### THE TASK
Reproduce every record precisely, leaving no line out.

(Stored items)

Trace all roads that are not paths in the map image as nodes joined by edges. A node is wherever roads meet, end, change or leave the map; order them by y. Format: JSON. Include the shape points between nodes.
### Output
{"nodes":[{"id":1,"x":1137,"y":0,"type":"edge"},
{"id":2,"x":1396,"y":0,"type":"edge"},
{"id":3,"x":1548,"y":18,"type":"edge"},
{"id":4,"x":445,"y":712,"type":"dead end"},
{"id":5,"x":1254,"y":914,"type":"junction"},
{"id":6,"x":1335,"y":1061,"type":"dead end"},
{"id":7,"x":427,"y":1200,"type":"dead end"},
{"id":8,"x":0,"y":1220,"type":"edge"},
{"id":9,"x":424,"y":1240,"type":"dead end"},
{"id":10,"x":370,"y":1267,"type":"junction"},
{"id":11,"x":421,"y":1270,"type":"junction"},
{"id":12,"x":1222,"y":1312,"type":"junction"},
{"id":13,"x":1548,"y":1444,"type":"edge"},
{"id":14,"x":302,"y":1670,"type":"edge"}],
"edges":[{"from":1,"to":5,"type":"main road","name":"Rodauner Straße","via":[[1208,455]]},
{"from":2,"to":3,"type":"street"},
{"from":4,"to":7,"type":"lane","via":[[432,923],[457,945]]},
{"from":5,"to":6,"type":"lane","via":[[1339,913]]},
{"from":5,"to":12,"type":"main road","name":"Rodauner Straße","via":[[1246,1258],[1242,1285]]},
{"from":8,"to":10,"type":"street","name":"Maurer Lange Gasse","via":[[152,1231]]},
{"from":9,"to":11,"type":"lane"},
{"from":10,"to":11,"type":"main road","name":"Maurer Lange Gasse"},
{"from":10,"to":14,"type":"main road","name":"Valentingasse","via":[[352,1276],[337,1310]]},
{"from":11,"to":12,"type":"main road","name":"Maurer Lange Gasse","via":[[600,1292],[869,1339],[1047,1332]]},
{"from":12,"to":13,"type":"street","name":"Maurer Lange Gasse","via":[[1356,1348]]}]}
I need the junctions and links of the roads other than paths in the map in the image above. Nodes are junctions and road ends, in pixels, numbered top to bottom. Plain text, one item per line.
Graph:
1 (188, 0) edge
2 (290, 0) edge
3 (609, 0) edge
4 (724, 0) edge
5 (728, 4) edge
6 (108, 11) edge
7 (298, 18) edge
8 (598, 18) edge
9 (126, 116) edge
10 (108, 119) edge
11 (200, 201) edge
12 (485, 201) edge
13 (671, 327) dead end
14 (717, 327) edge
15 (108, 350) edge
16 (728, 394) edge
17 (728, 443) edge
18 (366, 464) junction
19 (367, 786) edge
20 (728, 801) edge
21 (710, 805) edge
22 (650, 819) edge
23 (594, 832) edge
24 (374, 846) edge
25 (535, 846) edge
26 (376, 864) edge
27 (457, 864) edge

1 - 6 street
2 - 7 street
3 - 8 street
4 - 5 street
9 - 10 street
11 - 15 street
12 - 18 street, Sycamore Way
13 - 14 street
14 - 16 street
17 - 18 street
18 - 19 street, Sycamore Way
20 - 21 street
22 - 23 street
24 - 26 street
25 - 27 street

### WRITTEN RESPONSE
Trace all roads that are not paths in the map image as nodes joined by edges. A node is wherever roads meet, end, change or leave the map; order them by y. Format: JSON. Include the shape points between nodes.
### Output
{"nodes":[{"id":1,"x":1137,"y":0,"type":"edge"},
{"id":2,"x":1396,"y":0,"type":"edge"},
{"id":3,"x":1548,"y":18,"type":"edge"},
{"id":4,"x":445,"y":712,"type":"dead end"},
{"id":5,"x":1254,"y":914,"type":"junction"},
{"id":6,"x":1335,"y":1061,"type":"dead end"},
{"id":7,"x":427,"y":1200,"type":"dead end"},
{"id":8,"x":0,"y":1220,"type":"edge"},
{"id":9,"x":424,"y":1240,"type":"dead end"},
{"id":10,"x":370,"y":1267,"type":"junction"},
{"id":11,"x":421,"y":1270,"type":"junction"},
{"id":12,"x":1222,"y":1312,"type":"junction"},
{"id":13,"x":1548,"y":1444,"type":"edge"},
{"id":14,"x":302,"y":1670,"type":"edge"}],
"edges":[{"from":1,"to":5,"type":"main road","name":"Rodauner Straße","via":[[1208,455]]},
{"from":2,"to":3,"type":"street"},
{"from":4,"to":7,"type":"lane","via":[[432,923],[457,945]]},
{"from":5,"to":6,"type":"lane","via":[[1339,913]]},
{"from":5,"to":12,"type":"main road","name":"Rodauner Straße","via":[[1246,1258],[1242,1285]]},
{"from":8,"to":10,"type":"street","name":"Maurer Lange Gasse","via":[[152,1231]]},
{"from":9,"to":11,"type":"lane"},
{"from":10,"to":11,"type":"main road","name":"Maurer Lange Gasse"},
{"from":10,"to":14,"type":"main road","name":"Valentingasse","via":[[352,1276],[337,1310]]},
{"from":11,"to":12,"type":"main road","name":"Maurer Lange Gasse","via":[[600,1292],[869,1339],[1047,1332]]},
{"from":12,"to":13,"type":"street","name":"Maurer Lange Gasse","via":[[1356,1348]]}]}
I need the junctions and links of the roads other than paths in the map in the image above. Nodes are junctions and road ends, in pixels, numbered top to bottom. Plain text, one item per line.
Graph:
1 (188, 0) edge
2 (290, 0) edge
3 (609, 0) edge
4 (724, 0) edge
5 (728, 4) edge
6 (108, 11) edge
7 (298, 18) edge
8 (598, 18) edge
9 (126, 116) edge
10 (108, 119) edge
11 (200, 201) edge
12 (485, 201) edge
13 (671, 327) dead end
14 (717, 327) edge
15 (108, 350) edge
16 (728, 394) edge
17 (728, 443) edge
18 (366, 464) junction
19 (367, 786) edge
20 (728, 801) edge
21 (710, 805) edge
22 (650, 819) edge
23 (594, 832) edge
24 (374, 846) edge
25 (535, 846) edge
26 (376, 864) edge
27 (457, 864) edge

1 - 6 street
2 - 7 street
3 - 8 street
4 - 5 street
9 - 10 street
11 - 15 street
12 - 18 street, Sycamore Way
13 - 14 street
14 - 16 street
17 - 18 street
18 - 19 street, Sycamore Way
20 - 21 street
22 - 23 street
24 - 26 street
25 - 27 street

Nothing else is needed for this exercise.